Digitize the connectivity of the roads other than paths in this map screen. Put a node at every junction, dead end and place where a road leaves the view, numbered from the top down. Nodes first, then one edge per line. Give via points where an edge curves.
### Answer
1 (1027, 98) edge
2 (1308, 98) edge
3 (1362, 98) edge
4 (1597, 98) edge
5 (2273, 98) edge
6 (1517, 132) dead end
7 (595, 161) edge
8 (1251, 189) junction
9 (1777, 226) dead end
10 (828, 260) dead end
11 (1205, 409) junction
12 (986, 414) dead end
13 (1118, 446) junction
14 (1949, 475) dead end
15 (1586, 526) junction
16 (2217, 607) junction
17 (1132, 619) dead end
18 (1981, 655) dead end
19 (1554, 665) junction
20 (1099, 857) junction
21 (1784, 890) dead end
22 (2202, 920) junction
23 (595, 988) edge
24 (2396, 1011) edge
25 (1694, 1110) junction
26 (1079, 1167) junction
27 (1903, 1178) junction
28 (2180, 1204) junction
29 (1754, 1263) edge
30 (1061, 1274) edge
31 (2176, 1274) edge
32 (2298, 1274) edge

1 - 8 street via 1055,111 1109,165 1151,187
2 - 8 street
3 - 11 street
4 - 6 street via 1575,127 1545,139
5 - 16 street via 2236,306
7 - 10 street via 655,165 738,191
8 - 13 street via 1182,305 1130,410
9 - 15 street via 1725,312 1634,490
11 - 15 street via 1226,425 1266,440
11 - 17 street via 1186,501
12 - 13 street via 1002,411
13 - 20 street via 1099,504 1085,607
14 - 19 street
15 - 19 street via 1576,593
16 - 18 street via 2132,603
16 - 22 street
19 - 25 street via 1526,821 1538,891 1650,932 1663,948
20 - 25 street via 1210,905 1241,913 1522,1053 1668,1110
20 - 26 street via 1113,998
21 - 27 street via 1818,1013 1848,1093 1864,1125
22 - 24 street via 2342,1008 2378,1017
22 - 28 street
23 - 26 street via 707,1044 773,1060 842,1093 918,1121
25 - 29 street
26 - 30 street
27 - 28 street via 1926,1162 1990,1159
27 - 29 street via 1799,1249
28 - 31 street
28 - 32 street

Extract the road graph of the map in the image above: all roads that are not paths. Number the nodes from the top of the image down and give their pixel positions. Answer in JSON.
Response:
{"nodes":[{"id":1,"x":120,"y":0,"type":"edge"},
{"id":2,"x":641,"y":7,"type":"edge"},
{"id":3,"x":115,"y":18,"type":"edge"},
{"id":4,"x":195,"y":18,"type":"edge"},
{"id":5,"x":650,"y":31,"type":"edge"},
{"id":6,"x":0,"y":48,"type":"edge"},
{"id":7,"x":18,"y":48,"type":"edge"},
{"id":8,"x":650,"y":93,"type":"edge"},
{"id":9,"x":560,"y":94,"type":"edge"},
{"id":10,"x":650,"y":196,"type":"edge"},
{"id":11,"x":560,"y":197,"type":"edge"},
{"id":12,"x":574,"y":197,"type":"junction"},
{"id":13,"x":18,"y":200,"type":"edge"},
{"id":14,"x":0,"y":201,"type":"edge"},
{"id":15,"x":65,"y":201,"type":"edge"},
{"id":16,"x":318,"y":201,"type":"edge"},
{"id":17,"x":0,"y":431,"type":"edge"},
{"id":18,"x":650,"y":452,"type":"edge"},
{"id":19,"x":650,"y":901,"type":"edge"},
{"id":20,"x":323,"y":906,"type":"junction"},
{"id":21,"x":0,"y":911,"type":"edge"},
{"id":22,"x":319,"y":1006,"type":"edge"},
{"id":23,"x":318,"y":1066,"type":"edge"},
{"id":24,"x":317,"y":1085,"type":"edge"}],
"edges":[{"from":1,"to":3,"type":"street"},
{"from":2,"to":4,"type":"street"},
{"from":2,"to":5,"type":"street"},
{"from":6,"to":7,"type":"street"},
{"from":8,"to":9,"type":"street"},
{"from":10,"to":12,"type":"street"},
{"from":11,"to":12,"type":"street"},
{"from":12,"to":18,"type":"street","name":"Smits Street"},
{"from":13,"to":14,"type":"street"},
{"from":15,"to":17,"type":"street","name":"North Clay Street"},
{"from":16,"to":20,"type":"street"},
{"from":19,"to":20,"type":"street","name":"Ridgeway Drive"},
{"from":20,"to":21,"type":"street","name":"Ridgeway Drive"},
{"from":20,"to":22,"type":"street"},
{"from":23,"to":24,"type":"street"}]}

· · · ·

▶ Problem
Check every line of the entries above, and copy those that carry the string "road".

▶ Exercise output
Digitize the connectivity of the roads other than paths in this map screen. Put a node at every junction, dead end and place where a road leaves the view, numbered from the top down. Nodes first, then one edge per line. Give via points where an edge curves.
Extract the road graph of the map in the image above: all roads that are not paths. Number the nodes from the top of the image down and give their pixel positions. Answer in JSON.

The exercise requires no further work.